■ Description of the task:
Could you transcribe exactly the lines below, from the line with "Turn all roads" through the line with "Write the network of the", and nothing else, leaving out the pictures?

■ Provided records:
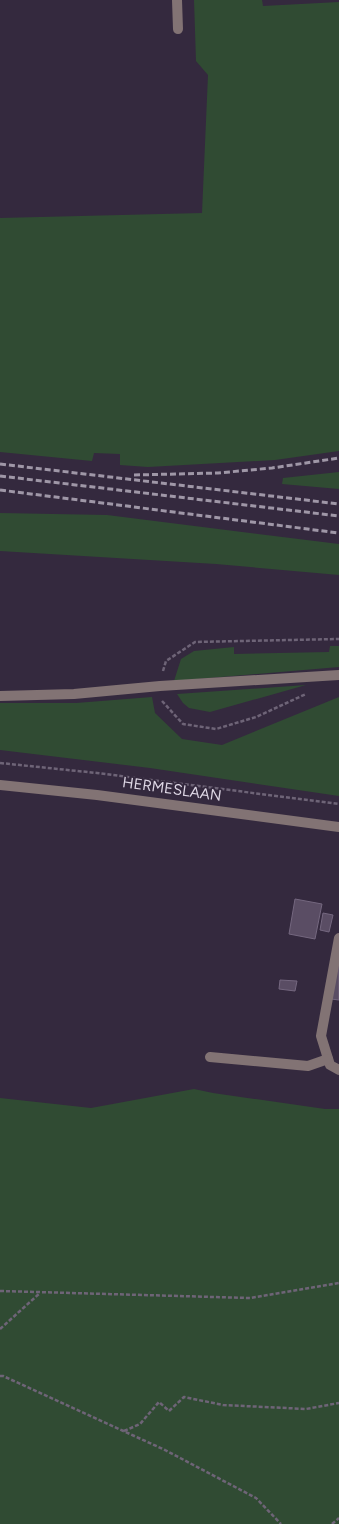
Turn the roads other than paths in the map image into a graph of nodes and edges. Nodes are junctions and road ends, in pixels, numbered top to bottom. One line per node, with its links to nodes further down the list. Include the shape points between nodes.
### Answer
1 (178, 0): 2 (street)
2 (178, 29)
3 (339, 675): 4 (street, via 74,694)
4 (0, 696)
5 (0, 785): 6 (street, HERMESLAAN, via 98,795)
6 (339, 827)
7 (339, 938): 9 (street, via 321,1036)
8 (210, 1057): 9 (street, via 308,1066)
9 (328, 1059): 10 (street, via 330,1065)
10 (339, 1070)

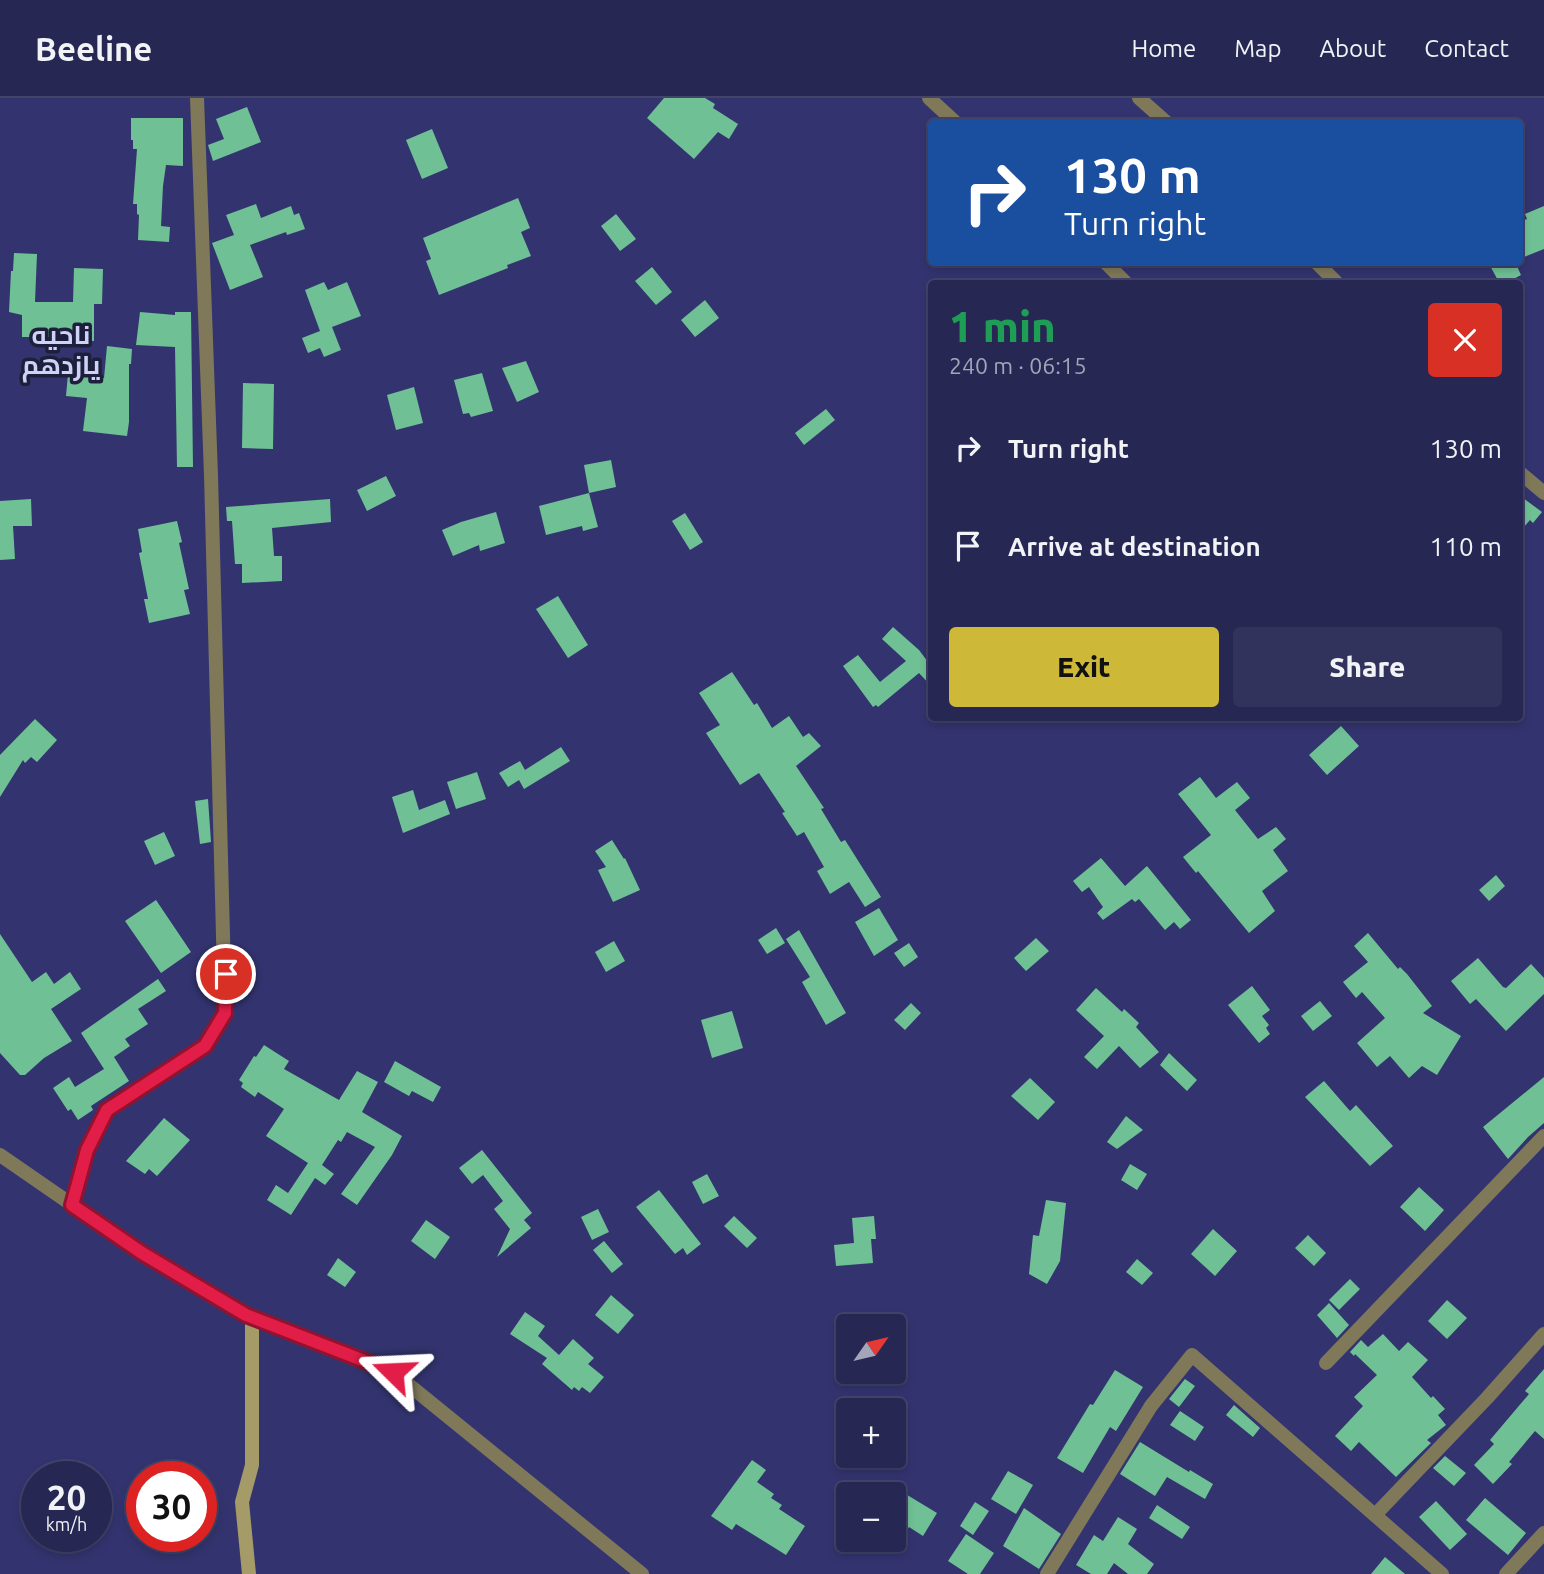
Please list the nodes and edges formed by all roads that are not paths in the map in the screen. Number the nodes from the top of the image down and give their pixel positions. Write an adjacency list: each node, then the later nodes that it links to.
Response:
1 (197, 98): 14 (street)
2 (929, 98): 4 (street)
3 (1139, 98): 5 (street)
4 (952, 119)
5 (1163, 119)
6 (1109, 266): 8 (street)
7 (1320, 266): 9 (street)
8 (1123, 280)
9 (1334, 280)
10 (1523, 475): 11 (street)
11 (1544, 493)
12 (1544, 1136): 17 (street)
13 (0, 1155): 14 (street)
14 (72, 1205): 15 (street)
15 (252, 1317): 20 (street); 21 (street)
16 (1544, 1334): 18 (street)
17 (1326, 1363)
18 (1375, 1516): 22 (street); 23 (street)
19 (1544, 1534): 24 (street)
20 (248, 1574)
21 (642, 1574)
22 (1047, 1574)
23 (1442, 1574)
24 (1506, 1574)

--

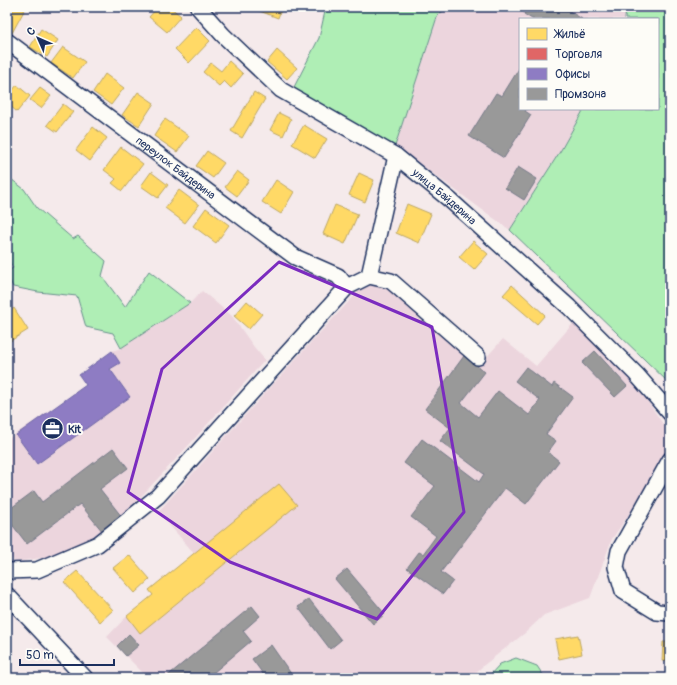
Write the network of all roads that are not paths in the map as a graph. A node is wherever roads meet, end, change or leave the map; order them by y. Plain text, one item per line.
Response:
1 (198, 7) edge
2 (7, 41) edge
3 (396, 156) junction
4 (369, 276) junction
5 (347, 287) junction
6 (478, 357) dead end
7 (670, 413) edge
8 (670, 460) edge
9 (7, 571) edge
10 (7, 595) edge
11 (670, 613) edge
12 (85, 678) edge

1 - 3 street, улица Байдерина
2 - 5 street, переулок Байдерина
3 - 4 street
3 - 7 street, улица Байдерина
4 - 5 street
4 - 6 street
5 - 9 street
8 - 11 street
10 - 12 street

==

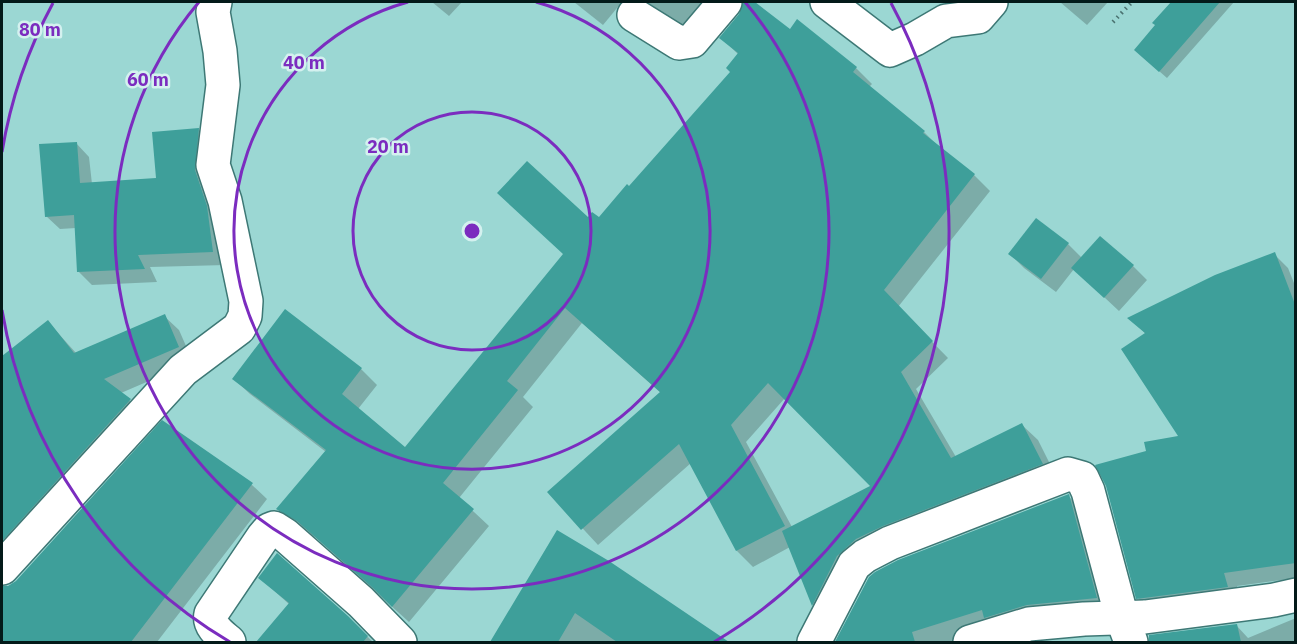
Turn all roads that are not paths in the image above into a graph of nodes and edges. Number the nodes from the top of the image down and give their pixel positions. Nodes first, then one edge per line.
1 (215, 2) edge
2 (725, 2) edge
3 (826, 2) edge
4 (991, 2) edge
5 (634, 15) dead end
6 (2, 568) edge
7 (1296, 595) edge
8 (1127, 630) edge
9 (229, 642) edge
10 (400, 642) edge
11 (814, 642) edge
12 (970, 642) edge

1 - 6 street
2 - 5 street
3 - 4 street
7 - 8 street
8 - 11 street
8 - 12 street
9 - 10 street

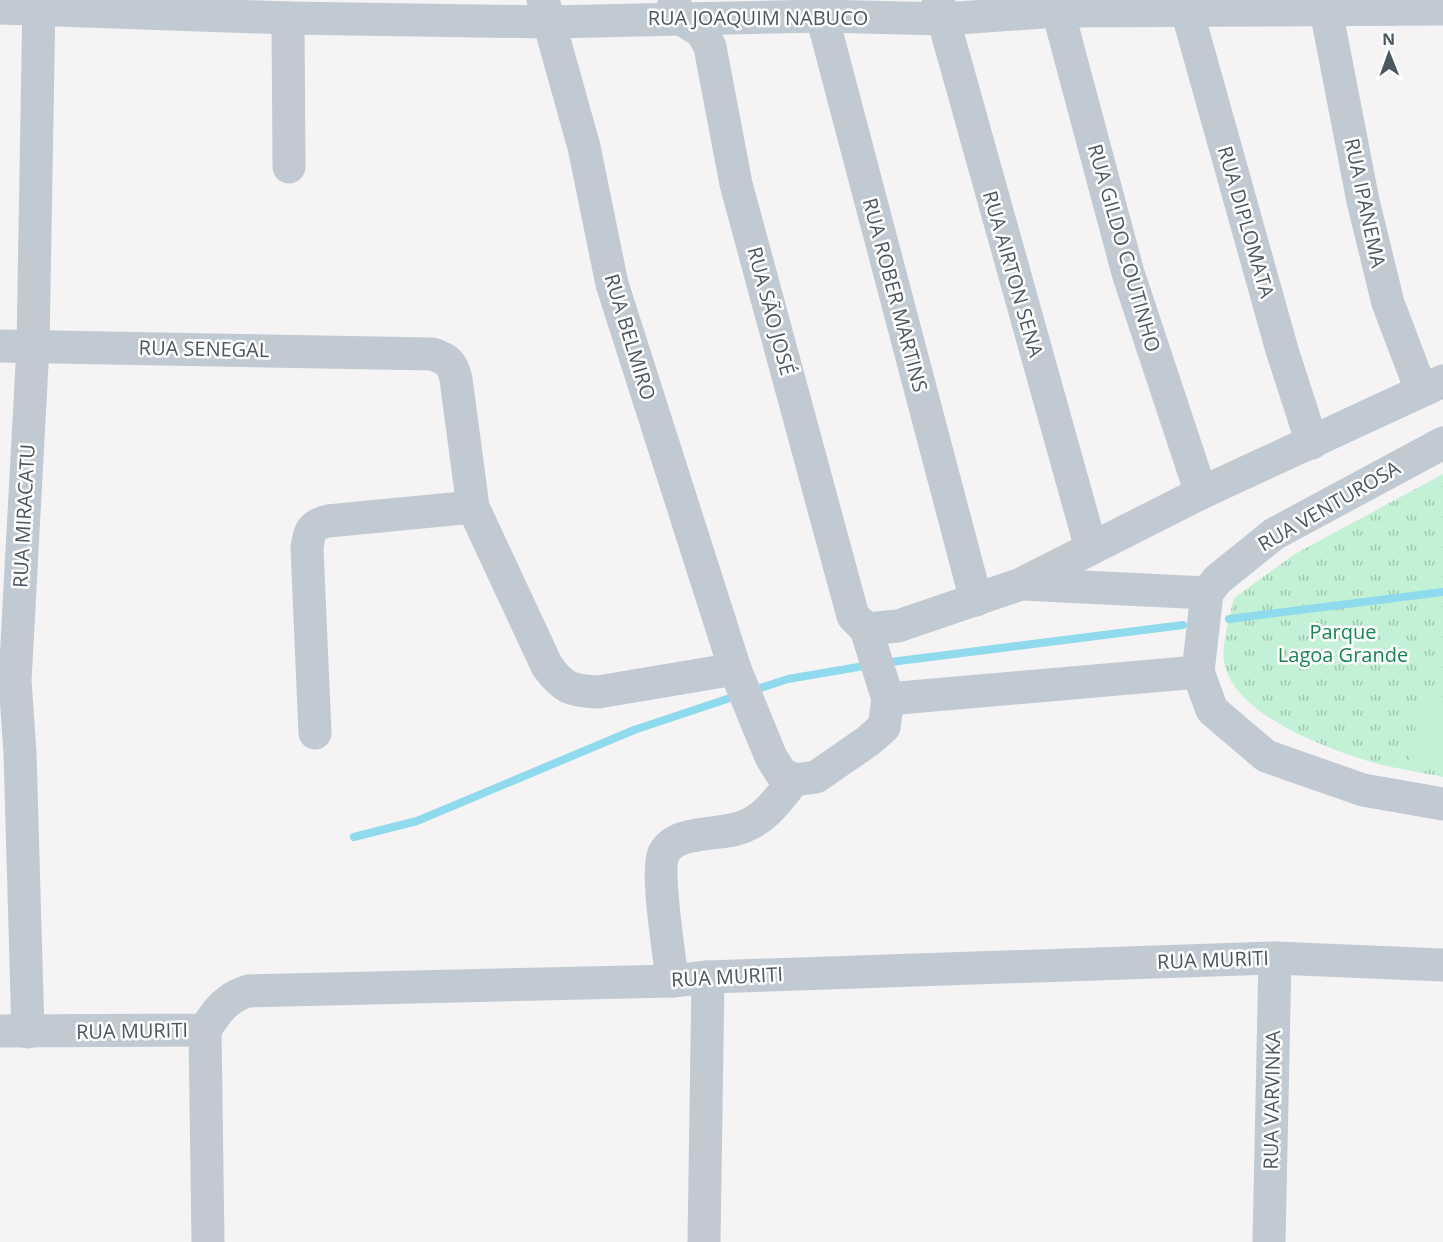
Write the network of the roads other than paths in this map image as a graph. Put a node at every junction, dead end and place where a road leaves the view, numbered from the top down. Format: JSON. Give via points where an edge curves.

■ Solution for this exercise:
Turn all roads that are not paths in the image above into a graph of nodes and edges. Number the nodes from the top of the image down and give their pixel positions. Nodes first, then one edge per line.
1 (215, 2) edge
2 (725, 2) edge
3 (826, 2) edge
4 (991, 2) edge
5 (634, 15) dead end
6 (2, 568) edge
7 (1296, 595) edge
8 (1127, 630) edge
9 (229, 642) edge
10 (400, 642) edge
11 (814, 642) edge
12 (970, 642) edge

1 - 6 street
2 - 5 street
3 - 4 street
7 - 8 street
8 - 11 street
8 - 12 street
9 - 10 street

Write the network of the roads other than paths in this map image as a graph. Put a node at every junction, dead end and place where a road leaves the view, numbered from the top down. Format: JSON. Give via points where an edge curves.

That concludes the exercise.